Con el amigo Gago fui un día a cenar a un japonés cercano a la Rambla y al salir dijo: «Ahora ya, de aquí directos a un restaurante a cenar». Pero ahora ya no hace falta que salgas, te lo llevan a casa. Y la última moda de comidas exóticas son el Kebab y el Dürüm, que parecen componentes de una batería. Alguna vez cuando pido uno «con todo» me da miedo que metan un Pegaso Comet.
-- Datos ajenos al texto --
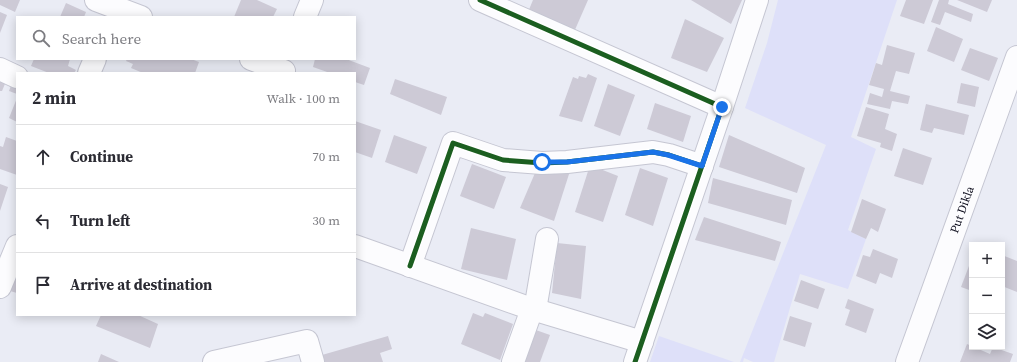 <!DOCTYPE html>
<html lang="en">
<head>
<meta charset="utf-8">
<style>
  :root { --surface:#fff; --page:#f2f2f3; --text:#2b2b33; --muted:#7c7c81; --line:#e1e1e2 }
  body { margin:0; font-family:"Source Serif 4",serif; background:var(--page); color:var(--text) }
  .controls { position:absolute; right:12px; bottom:12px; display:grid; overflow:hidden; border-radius:0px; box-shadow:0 2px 10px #0003 }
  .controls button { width:36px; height:36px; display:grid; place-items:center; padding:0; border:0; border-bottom:1px solid var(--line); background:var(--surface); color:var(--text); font:20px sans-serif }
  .stop { position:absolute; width:12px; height:12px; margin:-9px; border:3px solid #1a73e8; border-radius:50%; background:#fff }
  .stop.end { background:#1a73e8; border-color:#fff; box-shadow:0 1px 4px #0008 }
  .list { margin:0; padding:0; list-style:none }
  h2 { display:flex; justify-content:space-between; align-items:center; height:52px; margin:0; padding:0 16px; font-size:17px }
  h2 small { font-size:13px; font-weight:400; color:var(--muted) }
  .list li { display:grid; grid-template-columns:26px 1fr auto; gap:12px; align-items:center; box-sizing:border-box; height:64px; padding:0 16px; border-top:1px solid var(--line) }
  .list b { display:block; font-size:15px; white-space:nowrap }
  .list em { font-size:13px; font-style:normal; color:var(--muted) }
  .icon { flex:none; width:22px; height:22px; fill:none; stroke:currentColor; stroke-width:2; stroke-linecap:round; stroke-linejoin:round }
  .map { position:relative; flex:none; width:1017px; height:362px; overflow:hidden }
  .search { position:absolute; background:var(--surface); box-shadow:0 2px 10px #0003; left:16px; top:16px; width:340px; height:44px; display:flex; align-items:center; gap:10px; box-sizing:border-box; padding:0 14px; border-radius:0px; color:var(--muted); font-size:15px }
  .panel { position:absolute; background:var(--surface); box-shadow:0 2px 10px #0003; left:16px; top:72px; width:340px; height:244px; border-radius:0px }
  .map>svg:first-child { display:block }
</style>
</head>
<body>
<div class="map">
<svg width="1017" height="362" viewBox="0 0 1017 362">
  <rect width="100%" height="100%" fill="#eaecf5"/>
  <g fill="#dee0f9">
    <path d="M778,0H897L851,137L876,149L848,230L866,239L848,289L800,274L774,362H753L744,358L743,362H740L826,145L745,108L767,43Z"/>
    <path d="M659,336L734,362H650Z"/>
  </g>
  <g fill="#cdcad6">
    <path d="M0,0H20L15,12L0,5Z"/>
    <path d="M241,0H257L277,9L273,17H234Z"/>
    <path d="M533,0H588L574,32L528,12Z"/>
    <path d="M691,0H742L731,24Z"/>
    <path d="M906,0H933L924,24L900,16Z"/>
    <path d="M939,0H949L948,4L973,14L971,22L945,12L940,25L931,22Z"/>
    <path d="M957,0H992L987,12Z"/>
    <path d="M66,3L86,12L84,17H60Z"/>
    <path d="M0,12L7,15L0,33Z"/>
    <path d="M685,19L724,38L707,72L671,58Z"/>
    <path d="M936,27L963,39L954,62L927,51Z"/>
    <path d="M887,45L915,53L909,74L896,71L890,91L910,96L908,104L892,101L890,109L867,104L870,93L882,97L884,89L869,85L876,63L882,65Z"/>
    <path d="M970,48L998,58L989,81L961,70Z"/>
    <path d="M34,59H70L68,66L76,70L74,73H49L31,66Z"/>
    <path d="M127,59H191L199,62L195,73H143L131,68L133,64L126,61Z"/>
    <path d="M315,59H346L370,68L364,85L355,82V73H330L313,67Z"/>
    <path d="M588,74L597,78L582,122L559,116L573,77L578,79L579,76L586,78Z"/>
    <path d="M0,76L7,79L2,91H0Z"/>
    <path d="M395,79L447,97L441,115L390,94Z"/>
    <path d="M13,80L17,82V94L9,91Z"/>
    <path d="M961,83L979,87L975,107L957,103Z"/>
    <path d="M608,84L635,95L620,136L594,126Z"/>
    <path d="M17,98V122L9,118Z"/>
    <path d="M655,103L691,116L683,142L647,129Z"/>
    <path d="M926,104L969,115L964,135L934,128L932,133L920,130Z"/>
    <path d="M866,107L889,114L885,129L897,134L892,151L880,147L881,143L857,136Z"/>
    <path d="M355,121L381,130L372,158L355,152Z"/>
    <path d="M394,135L427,147L417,174L385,162Z"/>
    <path d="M729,135L805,168L797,193L719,167Z"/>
    <path d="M6,137L17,141V175L0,169V146L3,147Z"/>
    <path d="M903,148L932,158L923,185L894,176Z"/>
    <path d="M472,164L506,177L494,209L460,196Z"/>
    <path d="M590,165L618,176L603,222L575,212Z"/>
    <path d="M640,168L668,178L653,226L625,215Z"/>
    <path d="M570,171L554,221L520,208L535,173Z"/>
    <path d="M713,178L792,200L786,225L708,203Z"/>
    <path d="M0,184L8,187L0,211Z"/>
    <path d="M862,199L886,209L878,232L871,228L866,239L851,232Z"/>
    <path d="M704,217L781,242L775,261L695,240Z"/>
    <path d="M471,228L516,239L507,280L461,269Z"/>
    <path d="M557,243L586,246L581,299L552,293Z"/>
    <path d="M873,249L898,259L892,278L880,273L876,284L856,276L863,255L870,257Z"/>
    <path d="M1002,255L1017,261V292L1002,286Z"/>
    <path d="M972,258V291L961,287Z"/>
    <path d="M17,272V293L10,291Z"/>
    <path d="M801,280L825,289L818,309L794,301Z"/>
    <path d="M848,299L874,309L866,333L845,325L850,310L845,308Z"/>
    <path d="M473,313L483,317L485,313L513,324L500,360L461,344Z"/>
    <path d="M101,315H138L158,324L150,348L96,326Z"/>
    <path d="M790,316L812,323L805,347L783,340Z"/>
    <path d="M533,329L550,335L540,362H522Z"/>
    <path d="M388,336L392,349L380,353L383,362H316L315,357Z"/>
    <path d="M967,344L990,354L993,347L1013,354L1010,362H960Z"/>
    <path d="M101,354L119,362H98Z"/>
  </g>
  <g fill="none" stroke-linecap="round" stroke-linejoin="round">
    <g stroke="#c5c6d2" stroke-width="24">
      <g id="minor">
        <path d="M96,0L141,17"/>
        <path d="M480,0L722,107"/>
        <path d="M305,17L312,0"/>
        <path d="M251,59L284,71"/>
        <path d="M0,69L17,77"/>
        <path d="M89,73L95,59"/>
        <path d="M355,246L529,308L642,342"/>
        <path d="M410,266L453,143L503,160L542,163L567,162L653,152L669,155L702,166"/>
        <path d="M0,287L17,246"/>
        <path d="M535,310L547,239"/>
        <path d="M214,362L307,341L313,362"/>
        <path d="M513,362L532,309"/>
        <path d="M635,362L722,107L757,0"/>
        <path id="s1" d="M907,362L1017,57"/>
      </g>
    </g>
    <use href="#minor" stroke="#fcfcfe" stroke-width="22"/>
    <g stroke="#fff" stroke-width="8">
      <g id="cycleway">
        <path d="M480,0L722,107L635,362"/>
        <path d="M410,266L453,143L503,160L542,163L567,162L653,152L669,155L702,166"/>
      </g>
    </g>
    <use href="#cycleway" stroke="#1b5e20" stroke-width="5"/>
  </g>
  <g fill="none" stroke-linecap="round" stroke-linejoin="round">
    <path stroke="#1a73e8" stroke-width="5" d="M542,162H567L653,152L668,155L702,166L722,107"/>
  </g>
  <g text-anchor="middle" stroke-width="3" stroke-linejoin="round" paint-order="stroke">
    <g font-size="12" fill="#141423" stroke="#fff">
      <text dy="4" stroke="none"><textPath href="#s1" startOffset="162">Put Dikla</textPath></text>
    </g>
  </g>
</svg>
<div class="controls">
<button>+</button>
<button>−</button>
<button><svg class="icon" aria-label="layers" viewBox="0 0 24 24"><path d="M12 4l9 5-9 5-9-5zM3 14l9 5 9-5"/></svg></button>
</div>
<div class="stop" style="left:542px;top:162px"></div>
<div class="stop end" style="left:722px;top:107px"></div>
<div class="search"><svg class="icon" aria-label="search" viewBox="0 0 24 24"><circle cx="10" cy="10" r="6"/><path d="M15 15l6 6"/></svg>Search here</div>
<section class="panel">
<h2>2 min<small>Walk · 100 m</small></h2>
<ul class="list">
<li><svg class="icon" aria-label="ahead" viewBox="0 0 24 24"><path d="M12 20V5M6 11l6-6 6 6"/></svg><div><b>Continue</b></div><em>70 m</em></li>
<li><svg class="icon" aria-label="left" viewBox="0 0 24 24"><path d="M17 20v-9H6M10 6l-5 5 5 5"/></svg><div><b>Turn left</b></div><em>30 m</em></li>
<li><svg class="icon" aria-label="arrive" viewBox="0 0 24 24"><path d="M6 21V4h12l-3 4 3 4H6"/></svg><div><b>Arrive at destination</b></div></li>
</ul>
</section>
</div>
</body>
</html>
Pero lo más sorprendente de este mundo son los repartidores. Son seres extraños, de gran veida interior, y que suben cinco pisos con el casco puesto sin morir ahogados. La conversación con ellos es profunda: «Kebab». «Gracias». Aguantan estoicos la bronca cuando llaman a la escalera B en vez de la A y les responde un matrimonio de octogenarios que se van a la cama a las nueve y son de Convergència. Ya sabemos que los de CiU siempre cenan pan con tomate, no como estos modernos del JxCat, que hacen ayuno intermitente y ya no cenan. Los repartidores son seres extraños, sí, pero no rápidos. Si pides un kebab el sábado por la noche, probablemente te llegará durante la misa dominical. Por eso, cuando hagas el pedido recuerda rezarle a Fray Junípero Serra, patrón de los repartidores de pollo frito del KFC de América.